If I were me, I would totally break up with myself. Case in point: I promised myself a 9:30pm bedtime tonight and it is now 10:30ish. I did have an unplanned nap with Ella today, see..this is how I justify my cheating ways.
As is probably apparent, I survived the first week of graduate studentdom. It was not hard so much as hectic. The learning curve was fiddly and irritating. And I just have so.many.balls.in.the.air. It's the keeping track of all of them that all but does me in. The fragmented focus is hard on my ADD self. (Ironically it is probably my ADD self that created this nutty lifestyle for myself) And my OCD self is just not cool with letting any of the balls fall. Even though they are bound to now and again. I'm going to have to figure out a concession between the two. I did not realize quite how crazy the number of irons I have in the fire was until I was posting a bio of sorts for one of my classes. It got embarrassing. I am truly a jack of all trades, a master of none- striving now for a Masters degree. So hopefully I will at some point be at least a Master of one. No?
Regardless, I want to at less strive keep balance. My blog is a grounding influence on me. I feel the need to keep up with it to have some sense of normalcy and control. (Throwing the OCD side a bone.) And in keeping with that desire,here's a sort of nothing post.
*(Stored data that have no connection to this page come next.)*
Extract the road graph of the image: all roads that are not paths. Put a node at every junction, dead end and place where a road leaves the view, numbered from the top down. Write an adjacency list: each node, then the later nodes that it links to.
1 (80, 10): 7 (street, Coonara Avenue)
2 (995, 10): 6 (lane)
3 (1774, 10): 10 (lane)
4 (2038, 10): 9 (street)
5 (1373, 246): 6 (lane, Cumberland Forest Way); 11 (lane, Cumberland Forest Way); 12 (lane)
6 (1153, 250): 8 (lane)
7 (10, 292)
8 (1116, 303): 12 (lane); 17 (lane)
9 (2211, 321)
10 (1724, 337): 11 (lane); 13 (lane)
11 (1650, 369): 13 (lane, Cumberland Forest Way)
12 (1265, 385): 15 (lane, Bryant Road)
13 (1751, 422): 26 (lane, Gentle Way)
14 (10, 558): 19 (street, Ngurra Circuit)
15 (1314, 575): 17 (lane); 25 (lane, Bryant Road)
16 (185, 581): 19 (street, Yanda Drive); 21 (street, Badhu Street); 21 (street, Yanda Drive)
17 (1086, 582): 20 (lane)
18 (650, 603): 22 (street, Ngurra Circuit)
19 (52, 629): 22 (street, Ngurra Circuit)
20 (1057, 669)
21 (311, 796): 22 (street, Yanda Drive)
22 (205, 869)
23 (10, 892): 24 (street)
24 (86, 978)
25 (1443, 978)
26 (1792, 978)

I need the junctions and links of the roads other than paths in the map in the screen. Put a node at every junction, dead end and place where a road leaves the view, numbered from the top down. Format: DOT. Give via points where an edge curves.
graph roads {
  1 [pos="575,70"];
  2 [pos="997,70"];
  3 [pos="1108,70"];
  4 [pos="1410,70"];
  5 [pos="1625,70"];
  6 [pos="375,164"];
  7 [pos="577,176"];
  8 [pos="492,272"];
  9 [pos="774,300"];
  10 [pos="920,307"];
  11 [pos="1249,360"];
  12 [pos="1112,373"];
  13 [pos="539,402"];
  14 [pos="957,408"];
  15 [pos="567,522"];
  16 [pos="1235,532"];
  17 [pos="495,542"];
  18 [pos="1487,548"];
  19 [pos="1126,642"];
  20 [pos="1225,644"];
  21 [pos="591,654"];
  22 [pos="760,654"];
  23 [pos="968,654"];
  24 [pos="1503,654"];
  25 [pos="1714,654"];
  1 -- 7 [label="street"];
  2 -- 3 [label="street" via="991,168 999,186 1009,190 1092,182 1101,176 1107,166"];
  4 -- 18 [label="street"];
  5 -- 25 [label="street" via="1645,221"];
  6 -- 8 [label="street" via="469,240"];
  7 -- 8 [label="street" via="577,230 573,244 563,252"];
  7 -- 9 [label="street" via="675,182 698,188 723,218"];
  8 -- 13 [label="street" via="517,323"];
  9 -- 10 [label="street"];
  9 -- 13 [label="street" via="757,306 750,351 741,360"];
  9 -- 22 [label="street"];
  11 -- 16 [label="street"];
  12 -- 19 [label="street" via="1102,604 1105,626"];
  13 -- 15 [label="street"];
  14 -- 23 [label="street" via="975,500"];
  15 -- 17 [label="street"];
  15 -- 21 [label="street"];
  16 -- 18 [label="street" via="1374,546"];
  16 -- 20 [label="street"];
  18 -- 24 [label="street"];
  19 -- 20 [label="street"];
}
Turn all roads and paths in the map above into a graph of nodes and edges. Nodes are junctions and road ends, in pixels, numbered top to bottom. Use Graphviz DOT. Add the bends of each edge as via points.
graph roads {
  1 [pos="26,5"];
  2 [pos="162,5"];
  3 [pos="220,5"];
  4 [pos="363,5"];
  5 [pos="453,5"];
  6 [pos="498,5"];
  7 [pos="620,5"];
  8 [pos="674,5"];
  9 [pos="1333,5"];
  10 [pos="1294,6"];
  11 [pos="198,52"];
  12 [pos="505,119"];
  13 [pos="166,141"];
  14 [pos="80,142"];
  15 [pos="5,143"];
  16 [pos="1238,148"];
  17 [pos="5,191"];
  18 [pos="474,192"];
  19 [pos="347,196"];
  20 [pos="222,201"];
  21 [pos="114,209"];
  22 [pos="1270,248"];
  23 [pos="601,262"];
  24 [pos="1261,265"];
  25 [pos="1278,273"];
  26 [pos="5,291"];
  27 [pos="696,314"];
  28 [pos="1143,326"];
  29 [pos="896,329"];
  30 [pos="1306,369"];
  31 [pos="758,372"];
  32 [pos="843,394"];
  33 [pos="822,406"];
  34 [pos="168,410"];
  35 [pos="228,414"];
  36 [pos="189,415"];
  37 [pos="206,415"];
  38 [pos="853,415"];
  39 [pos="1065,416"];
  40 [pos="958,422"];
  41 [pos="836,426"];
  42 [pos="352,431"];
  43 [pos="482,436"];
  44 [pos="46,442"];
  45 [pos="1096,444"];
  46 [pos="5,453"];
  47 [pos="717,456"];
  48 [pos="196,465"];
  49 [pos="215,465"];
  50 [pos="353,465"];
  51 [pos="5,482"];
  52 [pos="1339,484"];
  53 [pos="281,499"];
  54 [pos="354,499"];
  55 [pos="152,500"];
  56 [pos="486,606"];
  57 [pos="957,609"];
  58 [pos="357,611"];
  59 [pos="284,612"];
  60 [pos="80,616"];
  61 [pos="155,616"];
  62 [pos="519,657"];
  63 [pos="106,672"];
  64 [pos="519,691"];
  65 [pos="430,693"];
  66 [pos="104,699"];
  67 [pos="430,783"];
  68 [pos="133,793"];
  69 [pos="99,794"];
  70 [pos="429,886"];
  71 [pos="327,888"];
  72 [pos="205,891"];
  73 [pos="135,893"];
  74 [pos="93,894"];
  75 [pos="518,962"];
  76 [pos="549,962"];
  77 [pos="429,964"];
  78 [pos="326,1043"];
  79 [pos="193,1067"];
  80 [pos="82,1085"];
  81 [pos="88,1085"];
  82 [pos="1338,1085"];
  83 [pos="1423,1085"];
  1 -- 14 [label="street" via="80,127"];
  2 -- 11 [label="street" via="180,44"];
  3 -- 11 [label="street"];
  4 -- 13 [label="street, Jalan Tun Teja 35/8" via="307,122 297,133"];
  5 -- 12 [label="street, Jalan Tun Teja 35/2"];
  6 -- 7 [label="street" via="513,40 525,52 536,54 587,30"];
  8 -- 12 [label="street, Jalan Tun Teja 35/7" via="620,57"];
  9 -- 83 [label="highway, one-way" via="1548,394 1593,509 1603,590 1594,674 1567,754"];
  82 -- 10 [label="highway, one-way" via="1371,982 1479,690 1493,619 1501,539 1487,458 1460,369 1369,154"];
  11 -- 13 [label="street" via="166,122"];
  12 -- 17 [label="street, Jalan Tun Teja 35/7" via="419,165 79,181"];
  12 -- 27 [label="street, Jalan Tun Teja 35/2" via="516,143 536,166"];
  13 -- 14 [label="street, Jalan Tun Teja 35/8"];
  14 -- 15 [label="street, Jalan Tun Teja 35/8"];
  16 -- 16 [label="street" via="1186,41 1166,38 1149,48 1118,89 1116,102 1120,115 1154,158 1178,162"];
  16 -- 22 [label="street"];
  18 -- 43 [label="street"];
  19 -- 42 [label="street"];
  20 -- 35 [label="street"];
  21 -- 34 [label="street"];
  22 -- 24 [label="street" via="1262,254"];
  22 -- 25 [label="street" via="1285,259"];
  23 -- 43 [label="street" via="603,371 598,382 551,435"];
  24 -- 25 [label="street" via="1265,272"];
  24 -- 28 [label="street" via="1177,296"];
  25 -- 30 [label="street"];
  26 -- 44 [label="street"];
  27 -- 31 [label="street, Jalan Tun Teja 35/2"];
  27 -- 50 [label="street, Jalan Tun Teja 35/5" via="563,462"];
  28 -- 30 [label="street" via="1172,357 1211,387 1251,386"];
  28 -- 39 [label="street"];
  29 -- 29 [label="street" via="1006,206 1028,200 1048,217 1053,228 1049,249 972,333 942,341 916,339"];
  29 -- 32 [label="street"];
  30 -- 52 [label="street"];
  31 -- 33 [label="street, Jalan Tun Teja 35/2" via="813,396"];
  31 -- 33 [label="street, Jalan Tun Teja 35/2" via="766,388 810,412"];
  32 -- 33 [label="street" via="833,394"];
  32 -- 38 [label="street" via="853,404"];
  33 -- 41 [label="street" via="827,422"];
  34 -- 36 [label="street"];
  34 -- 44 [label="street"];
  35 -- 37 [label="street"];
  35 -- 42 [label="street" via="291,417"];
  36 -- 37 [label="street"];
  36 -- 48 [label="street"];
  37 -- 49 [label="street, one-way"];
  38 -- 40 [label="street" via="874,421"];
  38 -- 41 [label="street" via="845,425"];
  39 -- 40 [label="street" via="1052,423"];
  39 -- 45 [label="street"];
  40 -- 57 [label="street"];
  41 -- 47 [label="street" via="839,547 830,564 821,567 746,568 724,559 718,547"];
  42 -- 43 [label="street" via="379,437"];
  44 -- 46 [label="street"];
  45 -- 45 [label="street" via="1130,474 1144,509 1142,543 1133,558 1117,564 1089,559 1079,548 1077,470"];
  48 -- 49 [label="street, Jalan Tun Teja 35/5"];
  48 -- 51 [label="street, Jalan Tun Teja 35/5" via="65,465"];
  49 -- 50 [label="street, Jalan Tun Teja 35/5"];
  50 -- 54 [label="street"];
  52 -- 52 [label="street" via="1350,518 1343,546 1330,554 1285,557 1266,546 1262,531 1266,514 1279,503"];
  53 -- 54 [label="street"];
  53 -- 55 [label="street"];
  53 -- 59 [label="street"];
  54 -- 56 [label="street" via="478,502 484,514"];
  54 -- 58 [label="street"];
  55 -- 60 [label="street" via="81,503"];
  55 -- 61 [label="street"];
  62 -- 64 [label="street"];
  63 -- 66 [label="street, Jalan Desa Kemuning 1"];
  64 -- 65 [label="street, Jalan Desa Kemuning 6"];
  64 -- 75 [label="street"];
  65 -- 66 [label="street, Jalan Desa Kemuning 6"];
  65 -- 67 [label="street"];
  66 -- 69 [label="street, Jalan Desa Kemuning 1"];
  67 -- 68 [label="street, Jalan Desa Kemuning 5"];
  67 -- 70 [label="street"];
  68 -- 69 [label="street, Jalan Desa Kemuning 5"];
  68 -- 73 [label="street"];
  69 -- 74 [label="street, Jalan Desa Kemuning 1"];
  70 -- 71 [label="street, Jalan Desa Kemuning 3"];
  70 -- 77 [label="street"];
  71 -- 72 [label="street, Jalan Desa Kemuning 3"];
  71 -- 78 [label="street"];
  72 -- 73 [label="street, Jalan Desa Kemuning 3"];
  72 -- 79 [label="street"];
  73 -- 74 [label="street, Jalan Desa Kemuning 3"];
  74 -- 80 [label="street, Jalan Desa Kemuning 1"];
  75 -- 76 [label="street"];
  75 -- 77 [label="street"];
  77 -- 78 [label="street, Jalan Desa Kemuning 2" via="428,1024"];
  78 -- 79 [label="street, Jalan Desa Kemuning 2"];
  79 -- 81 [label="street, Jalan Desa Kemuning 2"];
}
But not really. It does contain a teaser. Tomorrow I'm going to post (with pictures even! I took them today! For the express purpose of just this post!) the transformation this last week (in all my spare time), of my hideous, horrible, rage inducing,contention causing coat closet, into the cutest little cubby in which I can hide and study. It makes me disproportionately happy. I am so excited, I just can't hide it. I'm not even going to try.
As is my flaky way I posted many a moon ago, that I was going to post the next installment of my "taking control" of my life report. (Here's the first installment, about taking control of my body). I promised account of how I took back control of my attitude and love for my house.
Well as sometimes is my way, I never got around to it but, hey man, that's ok. I have way more to add to it now. I spent the summer falling in love with my little house again. Becoming rather addicted to getting creative with our little spaces and not letting it stop us from doing whatever the heck we wanted to with it.
I feel quite empowered. I can do whatever I like! (Who knew?!) If we want to throw a big party, that's what we will do. And if we want to study quietly hunkered inside a cute little closet, we'll do that too. One does not need palatial spaces to entertain, or to relax in, or to live, or work, or sleep or ready oneself. One needs just what one has and the attitude that it is more than enough. Because it is, you know. Don't let anyone try to make you believe otherwise.
Soo tune in tomorrow to see my little nook. It's adorbs, I think. Which is good because I will be spending an inordinate amount of time inside of it. It took virtually no money to create, and the process was fun from beginning to end. I cannot wait to share it with you. I love it so!
See you tomorrow!
Helloooo my friends!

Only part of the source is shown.